Indeed, when the plot focuses on Godbole, a disgraced traffic cop (Manoj Bajpayee), you’re grabbed by the collar. Godbole seeks redemption by driving with the heart through the pouring rains, from Mumbai to a Pune hospital, within an impossible deadline. His courage as well as that of a traffic commissioner’s (Jimmy Sheirgill) — who has okayed the mission — thrust you to the edge of the seat.
Whenever they’re on screen, the dramaturgy is as tension-fraught as it gets. Emotionally too, you’re pulled in close to the agony being suffered by the parents (Sachin Khedekar-Kitu Gidwani) of the accident’s casualty lying in a coma. Empathetic too, is the superstar’s wife (Divya Dutta) who strives to remain rational, but can’t prevent herself from a hysterical outburst.
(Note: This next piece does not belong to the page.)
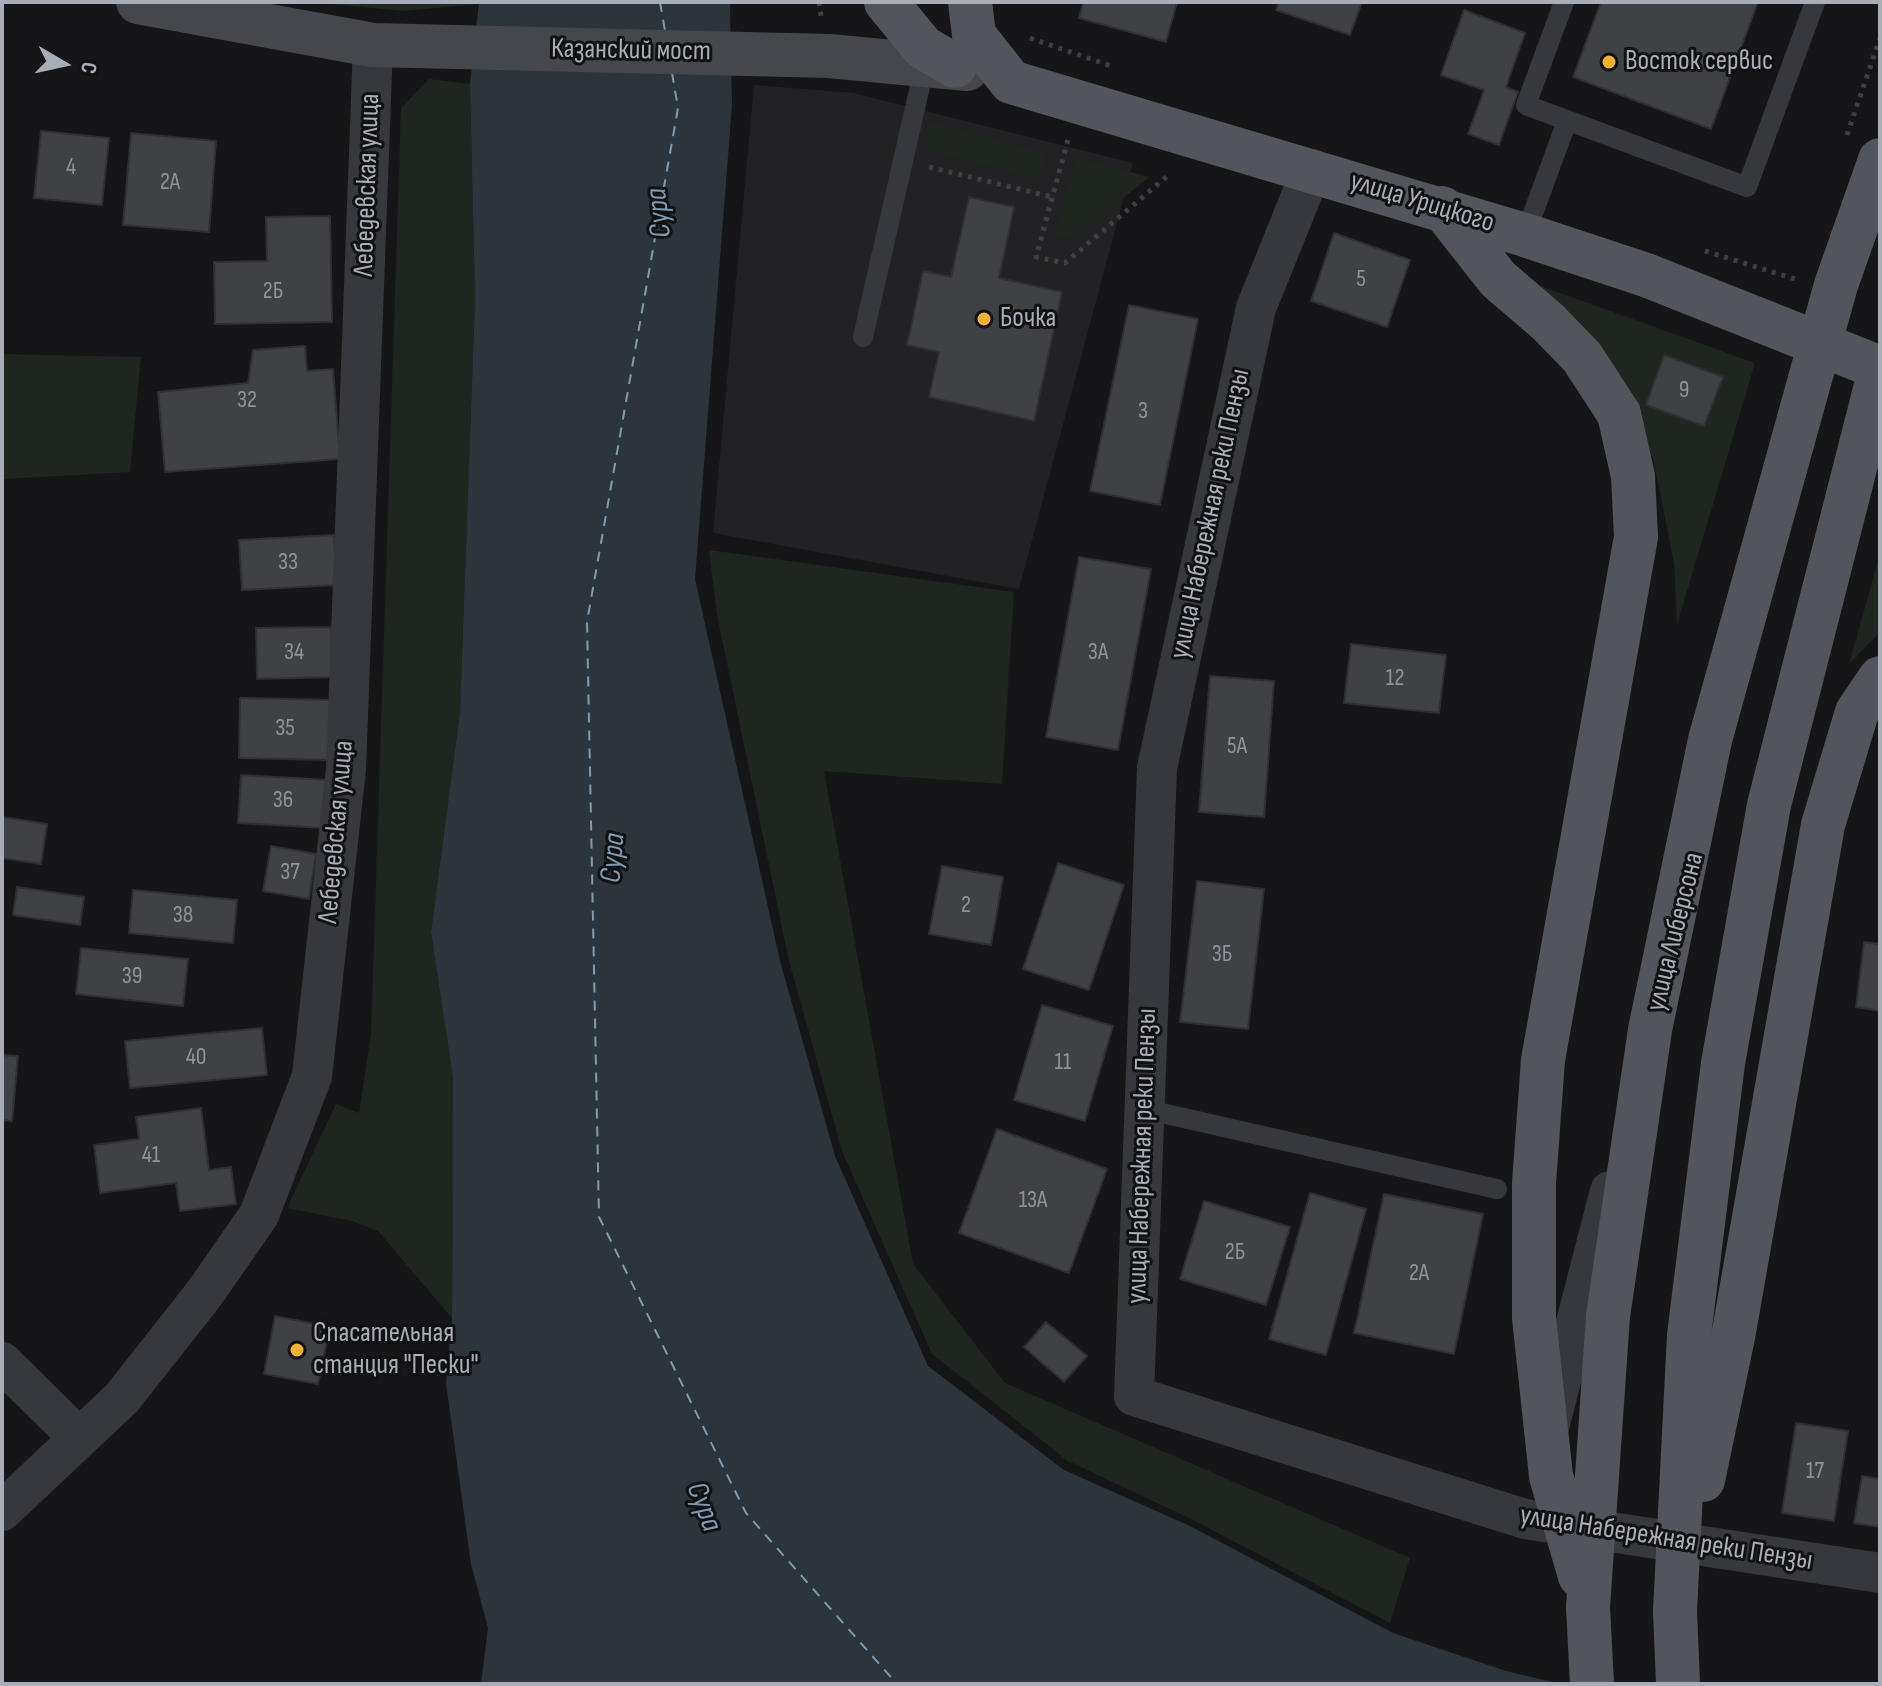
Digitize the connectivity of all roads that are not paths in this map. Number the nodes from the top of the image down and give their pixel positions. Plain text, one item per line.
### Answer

If the mission fails, her daughter’s gone.
Unarguably, it’s Manoj Bajpayee’s excellently modulated performance – hunched at the shoulders, purse-lipped and consistently optimistic – which serves as the film’s strongest spine.
Of the ensemble cast, Sheirgill, Dutta, Khedekar, Gidwani and newcomer Amol Parashar as the casualty’s buddy, are uniformly inspired, performing their parts with psychological acuity.
For a tight, fact-based thriller, Traffic has its highs and as many lows. Yet, nothing can subtract from the fact the endeavour has its heart in the right place.
Do have a look. It dares to care. Above all, it articulates the point that there’s hope yet even in a big, bad city, generally accused of asinine apathy.